Raw data:
○ ○ ○ ○

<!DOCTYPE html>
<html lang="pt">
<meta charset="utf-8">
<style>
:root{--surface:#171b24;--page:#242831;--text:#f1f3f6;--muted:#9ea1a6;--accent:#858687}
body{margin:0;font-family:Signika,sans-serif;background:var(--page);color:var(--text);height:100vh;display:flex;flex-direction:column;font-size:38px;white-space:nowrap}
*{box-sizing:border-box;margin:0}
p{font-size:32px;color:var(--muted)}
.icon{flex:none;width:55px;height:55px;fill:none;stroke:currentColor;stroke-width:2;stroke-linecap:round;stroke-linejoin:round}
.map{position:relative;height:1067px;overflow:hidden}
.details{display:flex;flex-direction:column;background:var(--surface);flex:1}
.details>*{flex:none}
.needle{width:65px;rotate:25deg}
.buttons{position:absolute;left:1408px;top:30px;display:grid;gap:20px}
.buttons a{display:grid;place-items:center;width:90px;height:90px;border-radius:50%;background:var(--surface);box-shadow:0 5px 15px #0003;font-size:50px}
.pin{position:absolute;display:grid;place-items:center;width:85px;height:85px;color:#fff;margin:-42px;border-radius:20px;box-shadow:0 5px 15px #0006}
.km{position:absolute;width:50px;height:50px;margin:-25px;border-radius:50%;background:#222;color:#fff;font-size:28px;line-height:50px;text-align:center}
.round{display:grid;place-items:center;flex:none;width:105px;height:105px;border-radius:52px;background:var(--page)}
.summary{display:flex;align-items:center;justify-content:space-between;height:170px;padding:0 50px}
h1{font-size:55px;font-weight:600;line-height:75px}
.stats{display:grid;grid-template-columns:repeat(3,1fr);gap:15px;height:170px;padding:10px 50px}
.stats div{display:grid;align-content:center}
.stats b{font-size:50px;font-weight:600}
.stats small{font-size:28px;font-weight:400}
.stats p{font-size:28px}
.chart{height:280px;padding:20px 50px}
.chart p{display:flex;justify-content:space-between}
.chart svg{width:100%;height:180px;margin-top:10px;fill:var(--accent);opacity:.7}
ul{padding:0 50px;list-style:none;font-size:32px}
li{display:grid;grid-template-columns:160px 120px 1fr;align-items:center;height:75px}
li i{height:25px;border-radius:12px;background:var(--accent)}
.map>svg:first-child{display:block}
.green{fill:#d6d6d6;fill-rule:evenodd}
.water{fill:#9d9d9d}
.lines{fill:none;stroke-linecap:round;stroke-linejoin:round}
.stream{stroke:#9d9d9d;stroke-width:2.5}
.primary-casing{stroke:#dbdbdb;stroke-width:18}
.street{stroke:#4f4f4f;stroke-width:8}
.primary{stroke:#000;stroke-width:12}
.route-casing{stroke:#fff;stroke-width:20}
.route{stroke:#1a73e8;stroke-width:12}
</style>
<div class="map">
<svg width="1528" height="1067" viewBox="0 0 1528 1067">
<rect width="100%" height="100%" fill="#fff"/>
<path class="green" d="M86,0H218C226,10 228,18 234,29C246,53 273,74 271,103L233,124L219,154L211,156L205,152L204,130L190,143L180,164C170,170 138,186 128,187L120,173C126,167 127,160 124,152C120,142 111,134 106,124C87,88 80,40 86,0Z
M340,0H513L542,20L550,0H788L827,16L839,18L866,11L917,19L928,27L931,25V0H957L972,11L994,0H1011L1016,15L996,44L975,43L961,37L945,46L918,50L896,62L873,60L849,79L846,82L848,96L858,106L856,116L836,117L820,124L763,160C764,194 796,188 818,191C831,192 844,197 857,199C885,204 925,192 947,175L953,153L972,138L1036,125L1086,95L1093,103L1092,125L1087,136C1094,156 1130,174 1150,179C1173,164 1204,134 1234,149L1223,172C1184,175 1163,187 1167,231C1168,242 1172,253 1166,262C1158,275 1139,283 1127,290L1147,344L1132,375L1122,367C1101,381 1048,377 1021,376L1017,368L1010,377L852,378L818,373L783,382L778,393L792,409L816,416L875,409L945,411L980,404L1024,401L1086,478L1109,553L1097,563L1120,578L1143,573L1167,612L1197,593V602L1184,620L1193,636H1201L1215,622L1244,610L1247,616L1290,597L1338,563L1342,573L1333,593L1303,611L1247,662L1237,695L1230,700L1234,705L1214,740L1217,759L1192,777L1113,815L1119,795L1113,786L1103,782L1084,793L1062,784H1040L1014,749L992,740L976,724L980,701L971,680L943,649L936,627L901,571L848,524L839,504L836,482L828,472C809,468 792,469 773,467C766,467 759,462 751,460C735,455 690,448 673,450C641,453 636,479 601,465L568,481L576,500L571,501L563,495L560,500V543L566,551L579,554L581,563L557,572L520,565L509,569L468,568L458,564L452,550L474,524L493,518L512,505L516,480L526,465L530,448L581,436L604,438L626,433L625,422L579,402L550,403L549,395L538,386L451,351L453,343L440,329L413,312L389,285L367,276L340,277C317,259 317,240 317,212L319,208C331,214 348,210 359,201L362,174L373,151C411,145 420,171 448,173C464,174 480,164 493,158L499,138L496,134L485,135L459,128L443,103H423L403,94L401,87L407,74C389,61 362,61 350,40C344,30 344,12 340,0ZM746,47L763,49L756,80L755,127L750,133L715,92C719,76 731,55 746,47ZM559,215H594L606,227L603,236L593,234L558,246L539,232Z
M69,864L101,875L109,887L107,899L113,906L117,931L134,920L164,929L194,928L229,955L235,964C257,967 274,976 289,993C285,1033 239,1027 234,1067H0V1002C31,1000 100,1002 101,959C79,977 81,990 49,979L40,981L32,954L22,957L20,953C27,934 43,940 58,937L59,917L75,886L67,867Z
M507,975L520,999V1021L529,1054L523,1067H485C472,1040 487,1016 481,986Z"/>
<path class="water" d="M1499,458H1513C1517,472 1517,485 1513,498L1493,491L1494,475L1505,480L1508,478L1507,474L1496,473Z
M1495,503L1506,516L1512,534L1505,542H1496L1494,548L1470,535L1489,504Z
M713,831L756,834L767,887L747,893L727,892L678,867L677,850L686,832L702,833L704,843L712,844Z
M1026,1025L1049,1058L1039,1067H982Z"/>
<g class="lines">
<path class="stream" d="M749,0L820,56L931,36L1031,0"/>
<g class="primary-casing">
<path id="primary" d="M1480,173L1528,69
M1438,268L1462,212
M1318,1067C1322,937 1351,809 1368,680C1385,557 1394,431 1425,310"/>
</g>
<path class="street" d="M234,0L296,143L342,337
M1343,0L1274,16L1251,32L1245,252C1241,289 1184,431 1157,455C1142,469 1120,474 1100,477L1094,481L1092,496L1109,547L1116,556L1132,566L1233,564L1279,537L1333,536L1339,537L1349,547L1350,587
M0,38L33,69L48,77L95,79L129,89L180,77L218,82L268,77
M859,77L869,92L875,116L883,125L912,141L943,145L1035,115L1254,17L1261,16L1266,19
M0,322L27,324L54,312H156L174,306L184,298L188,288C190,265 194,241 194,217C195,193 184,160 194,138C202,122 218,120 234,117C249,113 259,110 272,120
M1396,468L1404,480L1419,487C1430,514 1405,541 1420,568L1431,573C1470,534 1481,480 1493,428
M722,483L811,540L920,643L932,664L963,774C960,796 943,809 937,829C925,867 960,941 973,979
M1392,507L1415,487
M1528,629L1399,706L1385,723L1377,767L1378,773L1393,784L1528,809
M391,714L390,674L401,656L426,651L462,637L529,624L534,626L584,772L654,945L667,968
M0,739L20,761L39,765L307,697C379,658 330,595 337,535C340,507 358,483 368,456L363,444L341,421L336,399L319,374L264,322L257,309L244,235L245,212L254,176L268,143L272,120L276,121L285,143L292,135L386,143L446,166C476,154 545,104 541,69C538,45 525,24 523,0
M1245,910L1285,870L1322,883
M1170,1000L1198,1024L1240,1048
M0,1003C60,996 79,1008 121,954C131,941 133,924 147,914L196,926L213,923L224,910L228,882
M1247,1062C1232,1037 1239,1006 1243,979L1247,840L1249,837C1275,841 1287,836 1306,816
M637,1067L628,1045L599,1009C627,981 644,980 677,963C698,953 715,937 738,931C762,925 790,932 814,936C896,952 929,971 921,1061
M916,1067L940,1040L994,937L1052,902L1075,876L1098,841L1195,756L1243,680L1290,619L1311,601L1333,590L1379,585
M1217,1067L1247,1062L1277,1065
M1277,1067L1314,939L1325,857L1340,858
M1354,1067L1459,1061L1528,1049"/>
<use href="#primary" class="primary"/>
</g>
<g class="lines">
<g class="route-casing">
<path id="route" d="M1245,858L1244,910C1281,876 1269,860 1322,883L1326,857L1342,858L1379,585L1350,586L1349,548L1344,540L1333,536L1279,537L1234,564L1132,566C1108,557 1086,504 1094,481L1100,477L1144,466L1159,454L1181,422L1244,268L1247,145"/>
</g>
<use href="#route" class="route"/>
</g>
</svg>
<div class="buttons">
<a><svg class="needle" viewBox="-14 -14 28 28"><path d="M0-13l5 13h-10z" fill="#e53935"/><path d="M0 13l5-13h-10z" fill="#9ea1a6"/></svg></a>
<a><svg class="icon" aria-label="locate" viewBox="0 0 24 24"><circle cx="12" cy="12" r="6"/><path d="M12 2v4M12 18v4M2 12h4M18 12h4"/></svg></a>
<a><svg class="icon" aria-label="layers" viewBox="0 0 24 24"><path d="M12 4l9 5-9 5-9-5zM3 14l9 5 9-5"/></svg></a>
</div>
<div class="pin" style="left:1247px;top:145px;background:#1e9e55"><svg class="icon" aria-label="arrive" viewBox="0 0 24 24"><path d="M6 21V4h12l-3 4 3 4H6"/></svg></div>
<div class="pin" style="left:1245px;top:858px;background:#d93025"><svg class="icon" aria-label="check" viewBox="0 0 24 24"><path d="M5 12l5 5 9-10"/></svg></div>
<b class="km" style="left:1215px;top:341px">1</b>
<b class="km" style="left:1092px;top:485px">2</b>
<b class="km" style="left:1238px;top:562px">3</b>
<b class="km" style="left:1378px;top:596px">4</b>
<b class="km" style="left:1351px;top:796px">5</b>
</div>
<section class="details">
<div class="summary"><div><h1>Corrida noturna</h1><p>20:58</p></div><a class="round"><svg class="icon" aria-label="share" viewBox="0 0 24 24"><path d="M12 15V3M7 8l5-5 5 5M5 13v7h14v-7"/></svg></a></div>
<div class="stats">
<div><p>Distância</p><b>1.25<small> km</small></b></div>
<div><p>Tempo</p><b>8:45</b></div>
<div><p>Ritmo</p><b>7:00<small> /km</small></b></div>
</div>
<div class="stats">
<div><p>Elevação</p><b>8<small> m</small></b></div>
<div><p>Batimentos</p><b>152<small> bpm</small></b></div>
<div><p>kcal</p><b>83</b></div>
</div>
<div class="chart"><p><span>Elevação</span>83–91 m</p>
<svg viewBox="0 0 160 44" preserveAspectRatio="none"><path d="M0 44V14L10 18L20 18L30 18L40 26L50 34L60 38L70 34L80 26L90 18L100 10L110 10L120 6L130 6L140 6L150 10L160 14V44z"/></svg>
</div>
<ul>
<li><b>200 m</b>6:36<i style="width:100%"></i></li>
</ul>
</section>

○ ○ ○ ○

Exercise: Whenever a line of the data includes the word "linejoin", show that line in full.

Result:
.icon{flex:none;width:55px;height:55px;fill:none;stroke:currentColor;stroke-width:2;stroke-linecap:round;stroke-linejoin:round}
.lines{fill:none;stroke-linecap:round;stroke-linejoin:round}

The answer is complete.